Known as the SMA Project, the drug screen is aimed at finding substances that increase SMN2’s output of the SMN protein.

“We have good candidate drugs from studies in other systems,” grantee Michael Terns, associate professor of biochemistry and molecular biology at the University of Georgia in Athens, said. “In addition, there are libraries of compounds available for testing to see if protein concentrations go up without having to know the mechanism behind it.”

The Georgia researchers will use NIH-approved human embryonic stem cells to test the ability of compounds to increase SMN production. Additional grants were given to Johns Hopkins University in Baltimore and Ohio State University in Columbus.

Indoprofen increases SMN

A team of investigators has found that indoprofen, a nonsteroidal anti-inflammatory agent, slightly increases production of the needed SMN protein in cells taken from people with severe SMA.

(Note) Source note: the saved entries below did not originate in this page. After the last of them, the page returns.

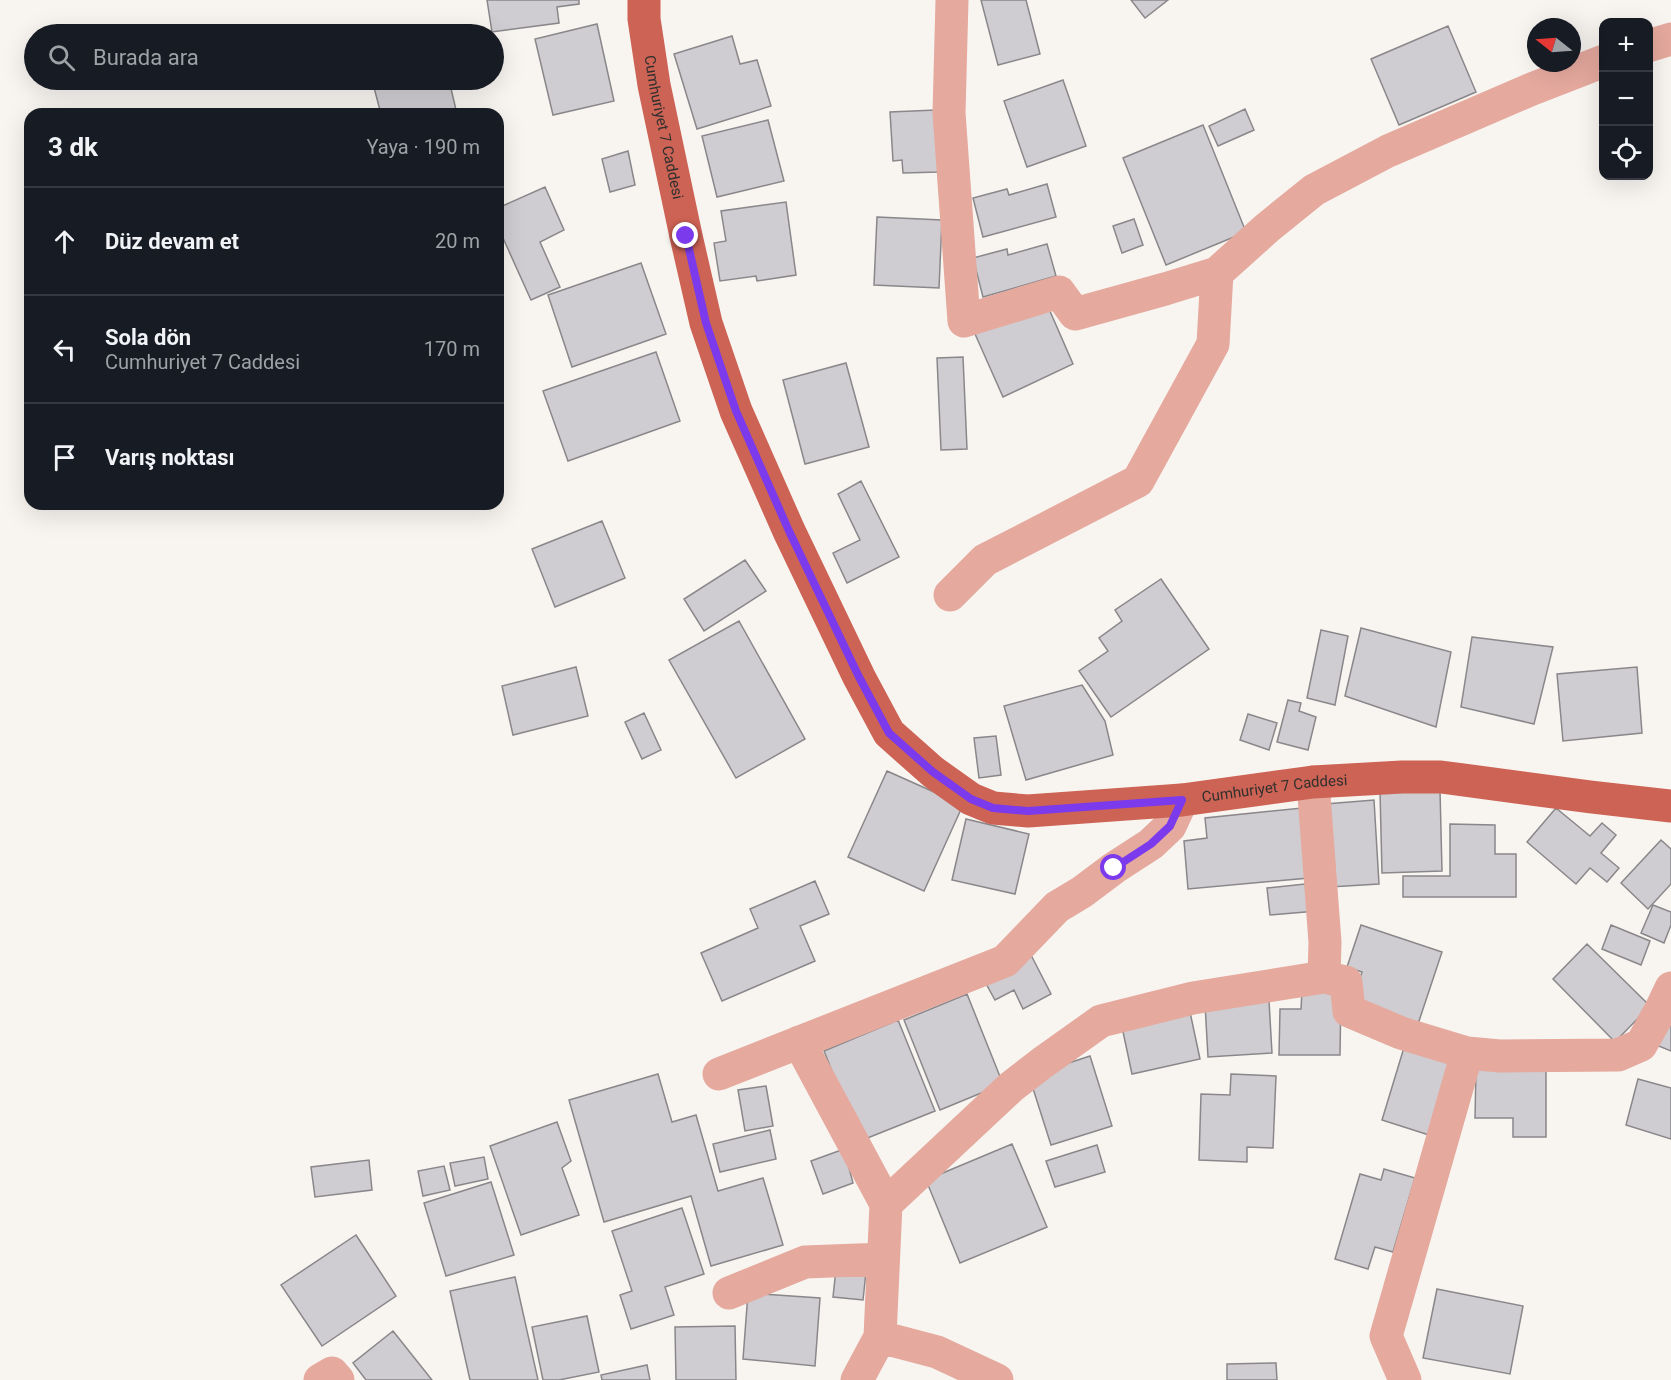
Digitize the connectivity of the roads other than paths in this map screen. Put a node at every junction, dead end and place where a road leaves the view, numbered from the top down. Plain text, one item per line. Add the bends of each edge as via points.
1 (644, 0) edge
2 (952, 0) edge
3 (1671, 39) edge
4 (1653, 44) edge
5 (1599, 63) edge
6 (1216, 273) junction
7 (950, 596) dead end
8 (1313, 782) junction
9 (1182, 800) junction
10 (1671, 806) edge
11 (1324, 977) junction
12 (1671, 988) edge
13 (799, 1042) junction
14 (1467, 1053) junction
15 (719, 1074) dead end
16 (886, 1204) junction
17 (883, 1259) junction
18 (729, 1293) dead end
19 (880, 1337) junction
20 (320, 1380) edge
21 (338, 1380) edge
22 (858, 1380) edge
23 (997, 1380) edge
24 (1405, 1380) edge

1 - 9 main road, Cumhuriyet 7 Caddesi via 654,85 706,323 736,411 789,531 889,733 933,772 971,799 993,808 1028,811
2 - 6 street via 949,113 964,321 1059,292 1076,314
3 - 4 street
5 - 6 street via 1388,151 1314,190
6 - 7 street via 1213,344 1138,481 985,560
8 - 9 main road, Cumhuriyet 7 Caddesi
8 - 10 main road, Cumhuriyet 7 Caddesi via 1441,777
8 - 11 street
9 - 13 street via 1170,826 1151,844 1057,907 1005,961
11 - 14 street via 1346,982 1349,1011 1401,1033
11 - 16 street via 1193,998 1101,1021 1011,1087
12 - 14 street via 1641,1045 1618,1055
13 - 15 street
13 - 16 street
14 - 24 street via 1386,1336
16 - 17 street
17 - 18 street via 805,1262
17 - 19 street
19 - 22 street
19 - 23 street via 937,1352
20 - 21 street via 332,1373

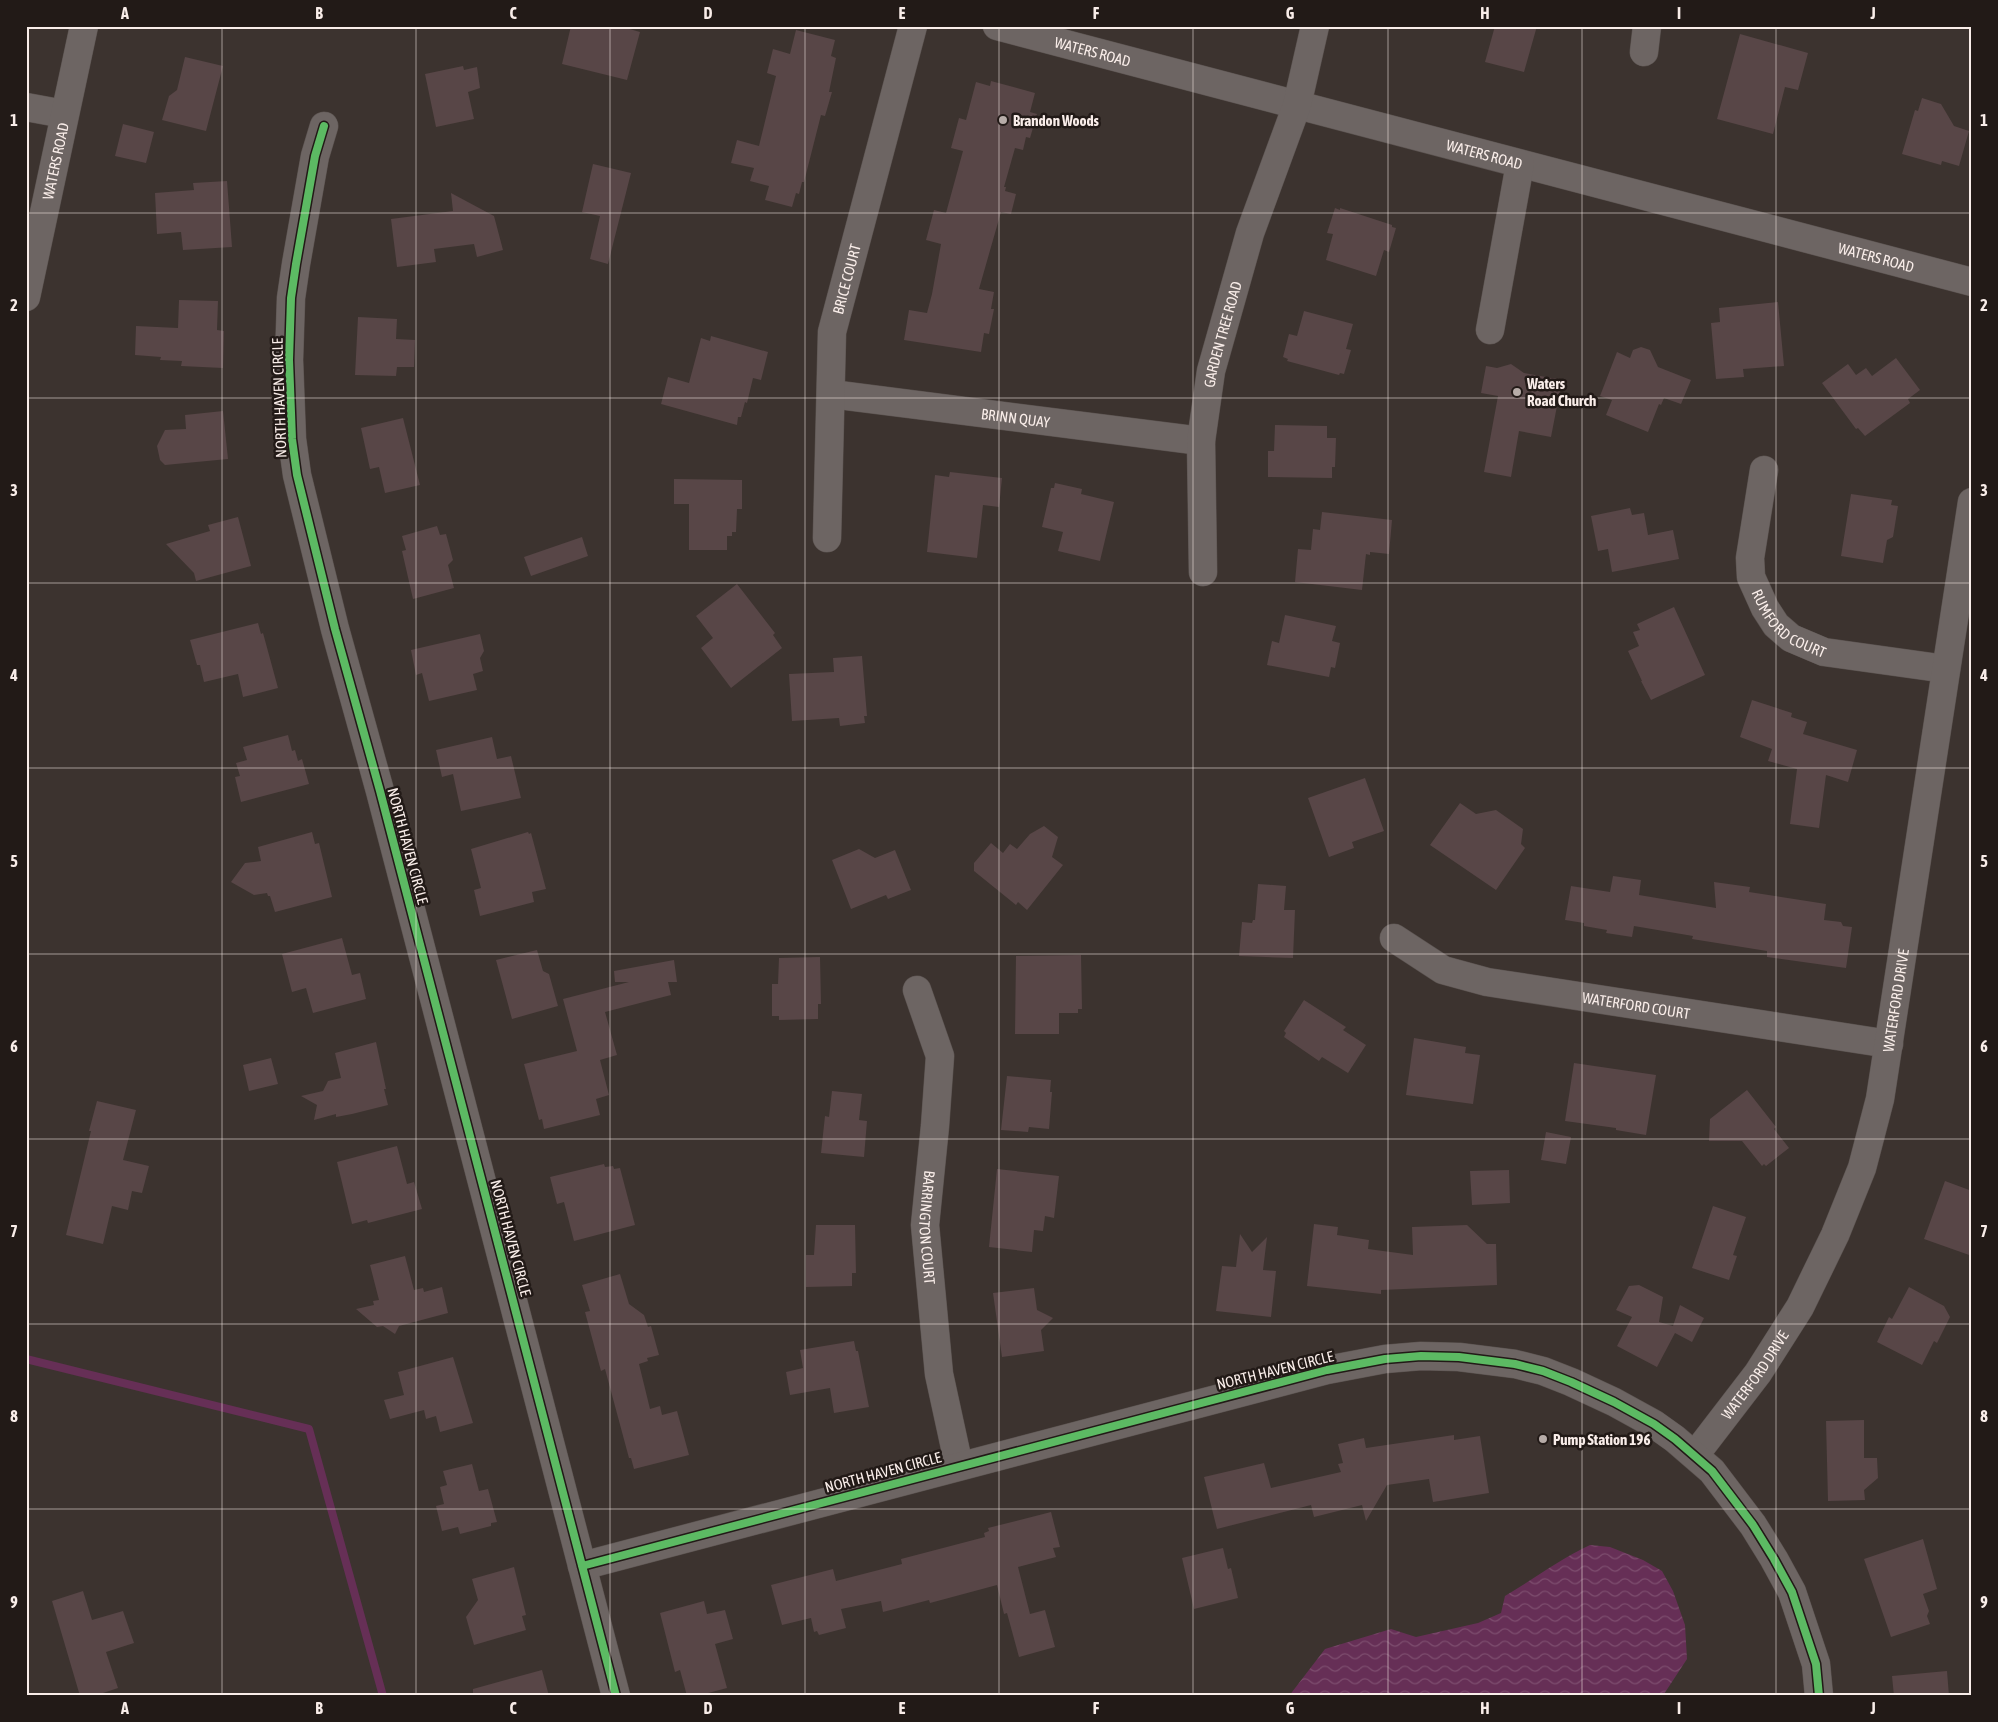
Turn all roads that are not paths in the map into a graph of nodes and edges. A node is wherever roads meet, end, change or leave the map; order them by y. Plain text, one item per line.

Drug responses from cells in a lab dish don’t always match responses in animals or people, but cell-based screens are often a first step toward drug discovery

The researchers, in the November issue of Chemistry & Biology, say the drug also led to more gems, structures that are reduced in SMA-affected cells. And SMA-affected developing embryos showed a trend toward greater survival when their mothers were given indoprofen.

Among the study team members were Glenn Morris of the Robert Jones and Agnes Hunt Orthopaedic Hospital in Oswestry, United Kingdom; Arthur Burghes of Ohio State University in Columbus; and Elliot Androphy of the University of Massachusetts in Worcester, all of whom have received MDA funding to study SMN.

The authors note that no other tested compounds from this class of anti-inflammatory medications increased SMN production.

The indoprofen finding wasn’t a result of the NINDS SMA Project.